Items from a data source

= Beginning of Section =

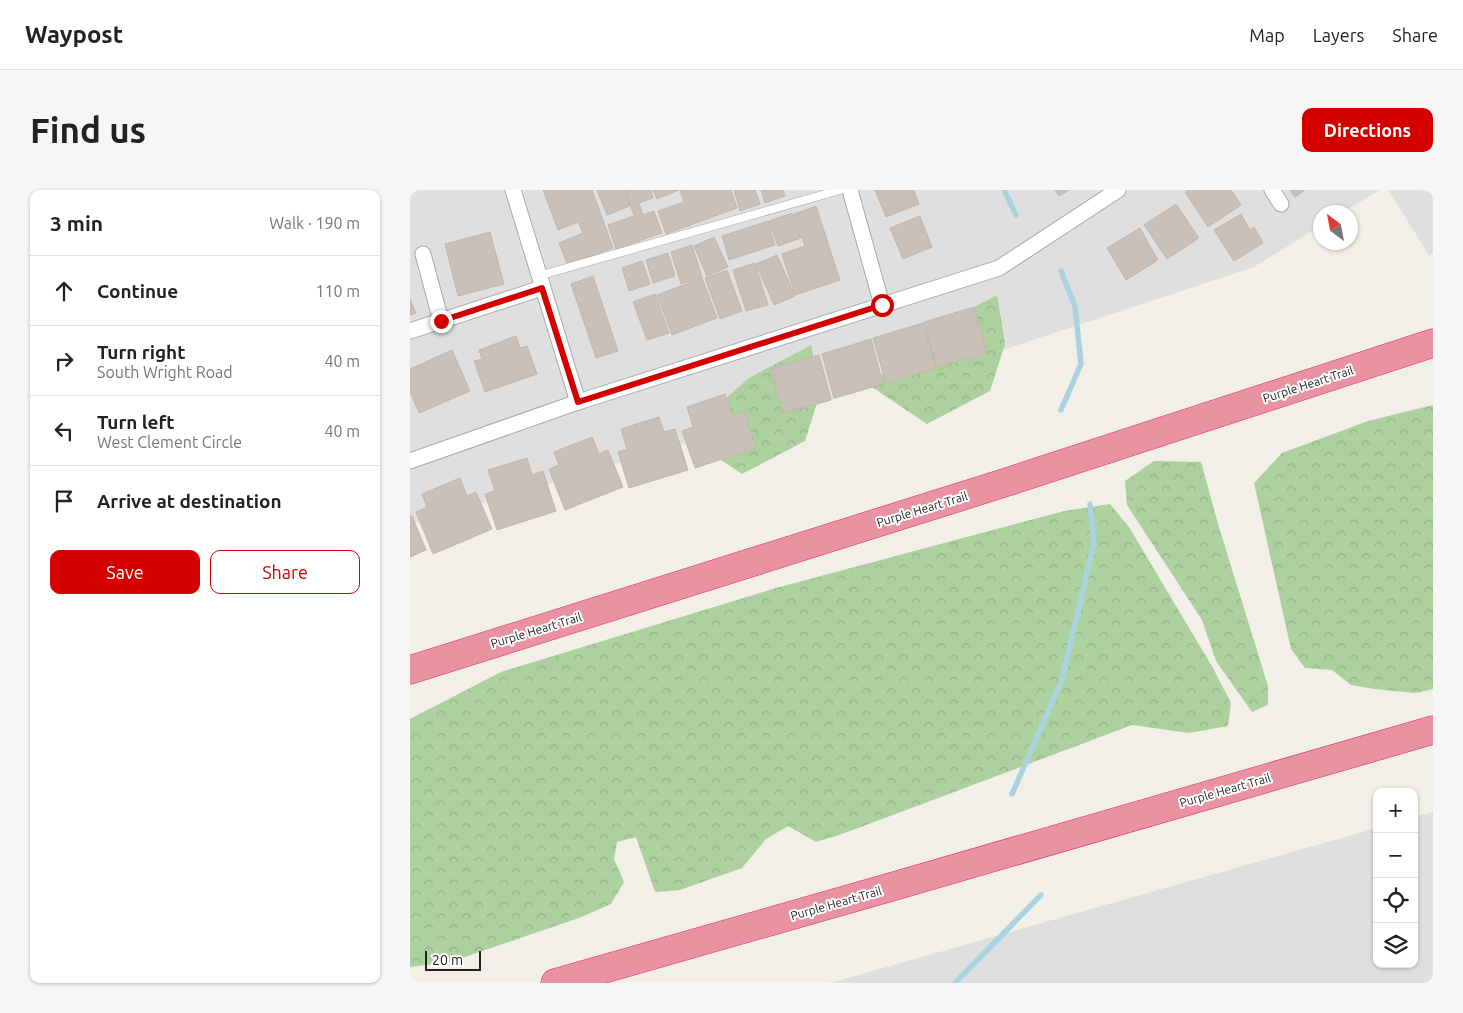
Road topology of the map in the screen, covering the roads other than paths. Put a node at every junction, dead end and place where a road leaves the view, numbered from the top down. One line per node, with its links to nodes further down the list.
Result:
1 (513, 190): 8 (street)
2 (840, 190): 8 (lane)
3 (850, 190): 9 (street)
4 (1118, 190): 9 (street)
5 (1272, 190): 6 (street)
6 (1281, 204)
7 (423, 254): 10 (street)
8 (540, 282): 10 (street); 13 (street)
9 (882, 305): 13 (street)
10 (441, 321): 11 (street)
11 (410, 331)
12 (1433, 343): 15 (highway, Purple Heart Trail)
13 (578, 402): 14 (street)
14 (410, 461)
15 (410, 670)
16 (1433, 730): 17 (highway, Purple Heart Trail)
17 (555, 983)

= End of Section =

* [What is being asked] The records above are to be reproduced exactly; the pictures are to be left out.

* [Task answer]
Road topology of the map in the screen, covering the roads other than paths. Put a node at every junction, dead end and place where a road leaves the view, numbered from the top down. One line per node, with its links to nodes further down the list.
Result:
1 (513, 190): 8 (street)
2 (840, 190): 8 (lane)
3 (850, 190): 9 (street)
4 (1118, 190): 9 (street)
5 (1272, 190): 6 (street)
6 (1281, 204)
7 (423, 254): 10 (street)
8 (540, 282): 10 (street); 13 (street)
9 (882, 305): 13 (street)
10 (441, 321): 11 (street)
11 (410, 331)
12 (1433, 343): 15 (highway, Purple Heart Trail)
13 (578, 402): 14 (street)
14 (410, 461)
15 (410, 670)
16 (1433, 730): 17 (highway, Purple Heart Trail)
17 (555, 983)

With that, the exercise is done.